Once the pictures are set aside, repeat all of the data below exactly.
↓
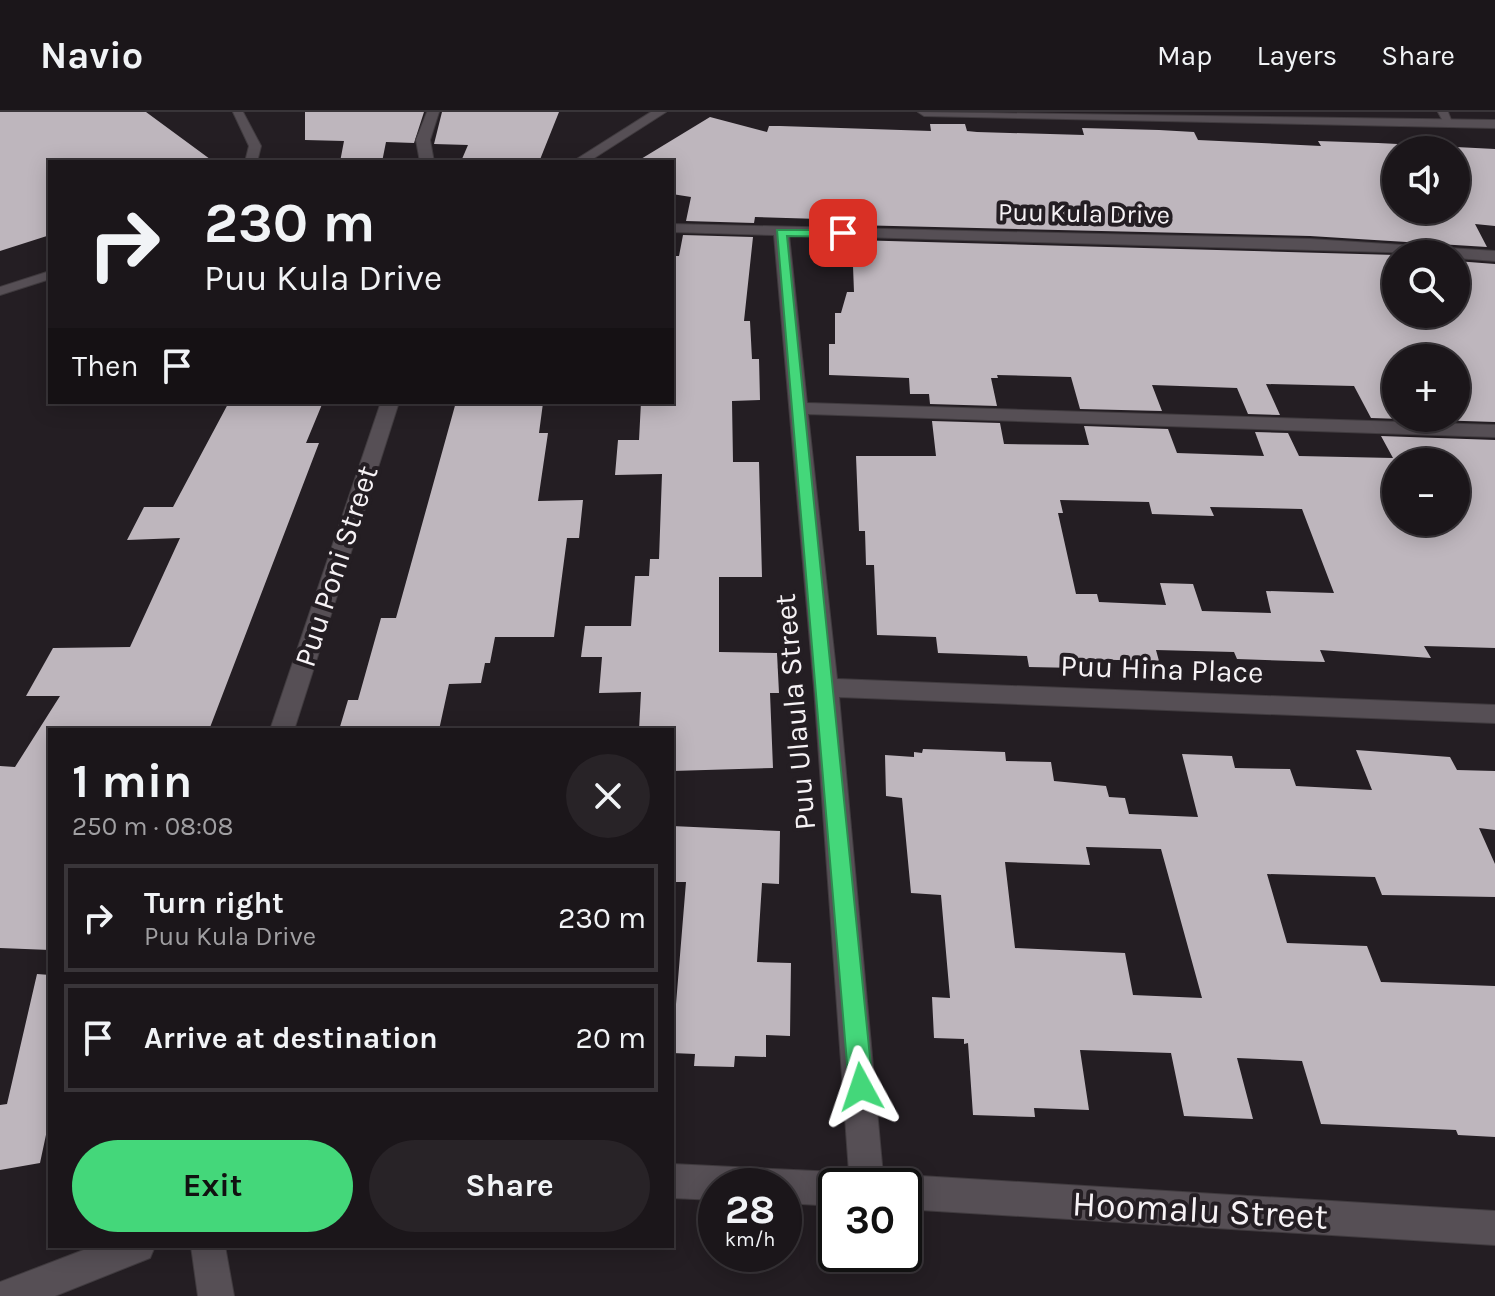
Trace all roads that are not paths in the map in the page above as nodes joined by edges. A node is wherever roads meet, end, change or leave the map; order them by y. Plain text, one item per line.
1 (238, 112) edge
2 (433, 112) edge
3 (660, 112) edge
4 (924, 112) edge
5 (1446, 118) edge
6 (1495, 124) edge
7 (252, 160) edge
8 (427, 160) edge
9 (582, 160) edge
10 (674, 228) edge
11 (781, 232) junction
12 (1495, 256) edge
13 (48, 276) edge
14 (0, 291) edge
15 (389, 404) edge
16 (798, 408) junction
17 (1495, 431) edge
18 (826, 688) junction
19 (1495, 714) edge
20 (283, 728) edge
21 (866, 1168) edge
22 (674, 1181) edge
23 (698, 1182) edge
24 (922, 1193) edge
25 (1495, 1228) edge
26 (133, 1248) edge
27 (208, 1248) edge
28 (10, 1296) edge
29 (216, 1296) edge

1 - 7 lane
2 - 8 street
3 - 9 street
4 - 5 street
5 - 6 street
10 - 11 street, Puu Kula Drive
11 - 12 street, Puu Kula Drive
11 - 16 street, Puu Ulaula Street
13 - 14 lane
15 - 20 street, Puu Poni Street
16 - 17 street
16 - 18 street, Puu Ulaula Street
18 - 19 street, Puu Hina Place
18 - 21 street, Puu Ulaula Street
22 - 23 street
24 - 25 street, Hoomalu Street
26 - 28 street
27 - 29 street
↑
Solution below
Trace all roads that are not paths in the map in the page above as nodes joined by edges. A node is wherever roads meet, end, change or leave the map; order them by y. Plain text, one item per line.
1 (238, 112) edge
2 (433, 112) edge
3 (660, 112) edge
4 (924, 112) edge
5 (1446, 118) edge
6 (1495, 124) edge
7 (252, 160) edge
8 (427, 160) edge
9 (582, 160) edge
10 (674, 228) edge
11 (781, 232) junction
12 (1495, 256) edge
13 (48, 276) edge
14 (0, 291) edge
15 (389, 404) edge
16 (798, 408) junction
17 (1495, 431) edge
18 (826, 688) junction
19 (1495, 714) edge
20 (283, 728) edge
21 (866, 1168) edge
22 (674, 1181) edge
23 (698, 1182) edge
24 (922, 1193) edge
25 (1495, 1228) edge
26 (133, 1248) edge
27 (208, 1248) edge
28 (10, 1296) edge
29 (216, 1296) edge

1 - 7 lane
2 - 8 street
3 - 9 street
4 - 5 street
5 - 6 street
10 - 11 street, Puu Kula Drive
11 - 12 street, Puu Kula Drive
11 - 16 street, Puu Ulaula Street
13 - 14 lane
15 - 20 street, Puu Poni Street
16 - 17 street
16 - 18 street, Puu Ulaula Street
18 - 19 street, Puu Hina Place
18 - 21 street, Puu Ulaula Street
22 - 23 street
24 - 25 street, Hoomalu Street
26 - 28 street
27 - 29 street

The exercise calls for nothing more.